The outcome required by the Health and Disability Services Standards.

Found at audit

The issue that was found when the rest home was audited.

Action required

The action necessary to fix the issue, as decided by the auditor.

Risk level

Whether the required outcome was partially attained (PA) or unattained (UA), and what the risk level of the issue is.

The outcome is partially attained when:

  • there is evidence that the rest home has the appropriate process in place, but not the required documentation
  • when the rest home has the required documentation, but is unable to show that the process is being implemented.

The outcome is unattained when the rest home cannot show that they have the needed processes, systems or structures in place.

The risk level is determined by two things: how likely the issue is to happen and how serious the consequences of it happening would be.

The risk levels are:

  • negligible – this issue requires no additional action or planning.
  • low – this issue requires a negotiated plan in order to fix the issue within a specified and agreed time frame, such as one year.
  • moderate – this issue requires a negotiated plan in order to fix the issue within a specific and agreed time frame, such as six months.
  • high – this issue requires a negotiated plan in order to fix the issue within one month or as agreed between the service and auditor.
  • critical – This issue requires immediate corrective action in order to fix the identified issue including documentation and sign off by the auditor within 24 hours to ensure consumer safety.
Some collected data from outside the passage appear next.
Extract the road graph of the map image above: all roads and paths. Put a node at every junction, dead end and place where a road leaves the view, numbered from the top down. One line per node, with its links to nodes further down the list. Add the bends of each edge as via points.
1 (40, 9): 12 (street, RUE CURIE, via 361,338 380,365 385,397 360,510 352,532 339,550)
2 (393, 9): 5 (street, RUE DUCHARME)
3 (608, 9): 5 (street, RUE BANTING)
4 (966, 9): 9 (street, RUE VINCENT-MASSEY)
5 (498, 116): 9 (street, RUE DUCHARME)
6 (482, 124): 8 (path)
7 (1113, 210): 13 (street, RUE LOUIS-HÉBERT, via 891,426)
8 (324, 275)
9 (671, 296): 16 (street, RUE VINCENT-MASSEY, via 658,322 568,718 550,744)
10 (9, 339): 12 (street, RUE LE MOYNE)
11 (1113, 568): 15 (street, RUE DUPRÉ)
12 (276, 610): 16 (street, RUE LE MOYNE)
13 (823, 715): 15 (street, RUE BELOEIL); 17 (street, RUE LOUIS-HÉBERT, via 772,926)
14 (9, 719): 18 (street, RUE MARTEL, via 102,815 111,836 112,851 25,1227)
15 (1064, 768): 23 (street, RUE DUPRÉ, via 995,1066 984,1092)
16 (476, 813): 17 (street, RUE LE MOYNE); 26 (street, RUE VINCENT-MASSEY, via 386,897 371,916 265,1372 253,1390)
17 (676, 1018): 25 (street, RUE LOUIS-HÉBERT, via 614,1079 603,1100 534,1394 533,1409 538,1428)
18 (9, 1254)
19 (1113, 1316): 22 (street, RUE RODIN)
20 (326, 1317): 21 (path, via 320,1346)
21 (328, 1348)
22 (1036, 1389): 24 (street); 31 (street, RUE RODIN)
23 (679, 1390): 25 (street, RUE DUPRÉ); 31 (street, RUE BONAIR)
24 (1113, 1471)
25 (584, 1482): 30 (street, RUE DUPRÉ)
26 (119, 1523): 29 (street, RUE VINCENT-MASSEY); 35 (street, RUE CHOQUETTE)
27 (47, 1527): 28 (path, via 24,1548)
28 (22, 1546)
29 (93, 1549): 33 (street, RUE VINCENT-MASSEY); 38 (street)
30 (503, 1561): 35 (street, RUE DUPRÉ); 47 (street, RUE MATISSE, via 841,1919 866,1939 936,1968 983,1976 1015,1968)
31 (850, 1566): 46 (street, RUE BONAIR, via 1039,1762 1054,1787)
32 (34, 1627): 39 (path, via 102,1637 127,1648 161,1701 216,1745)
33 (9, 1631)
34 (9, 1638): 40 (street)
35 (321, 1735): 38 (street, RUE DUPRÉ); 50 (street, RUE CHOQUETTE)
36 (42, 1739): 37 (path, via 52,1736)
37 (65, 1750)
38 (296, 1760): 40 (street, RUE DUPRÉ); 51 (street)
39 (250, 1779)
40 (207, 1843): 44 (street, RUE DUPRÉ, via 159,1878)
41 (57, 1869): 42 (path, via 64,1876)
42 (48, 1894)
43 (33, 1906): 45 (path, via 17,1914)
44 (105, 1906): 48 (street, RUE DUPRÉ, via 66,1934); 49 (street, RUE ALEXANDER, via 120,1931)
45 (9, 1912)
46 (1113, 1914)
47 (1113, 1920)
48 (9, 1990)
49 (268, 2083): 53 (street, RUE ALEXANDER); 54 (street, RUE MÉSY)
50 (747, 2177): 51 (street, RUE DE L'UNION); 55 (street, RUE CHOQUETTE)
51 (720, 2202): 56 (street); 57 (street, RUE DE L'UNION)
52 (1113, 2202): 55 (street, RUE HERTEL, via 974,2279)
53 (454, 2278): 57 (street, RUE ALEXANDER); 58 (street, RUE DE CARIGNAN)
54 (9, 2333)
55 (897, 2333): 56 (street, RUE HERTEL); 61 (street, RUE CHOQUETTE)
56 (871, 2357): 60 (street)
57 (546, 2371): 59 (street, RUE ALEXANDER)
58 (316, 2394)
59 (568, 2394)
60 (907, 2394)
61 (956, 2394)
The risk level may be downgraded once the rest home reports the issue is fixed.

Action status

Whether the necessary action is still in progress or if it is complete, as reported by the rest home to the relevant district health board.

Date action reported complete

The date that the district health board was told the issue was fixed.

About audit reports

Audit reports for this rest home’s latest audits can be downloaded below.

Full audit reports are provided for audits processed and approved after 29 August 2013. Note that the format for the full audit reports was streamlined from 16 December 2014. Full audit reports between 29 August 2013 and 16 December 2014 are therefore in a different format. 

From 1 June 2009 to 28 February 2022 rest homes were audited against the Health and Disability Services Standards NZS 8134:2008. These standards have been updated, and from 28 February 2022 rest homes are audited against Ngā Paerewa Health and Disability Services Standard NZS 8134:2021.

Before 29 August 2013, only audit summaries are available.

Both the recent full audit reports and previous audit summaries include:

  • an overview of the rest home’s performance, and
  • coloured indicators showing how well the rest home performed against the different aspects of the Ngā Paerewa Health and Disability Services Standard.

Note: From November 2013, as rest homes are audited, any issues from their latest audit (the corrective actions required by the auditor) appear on the rest home’s page. As the rest home completes the required actions, the status on the website updates.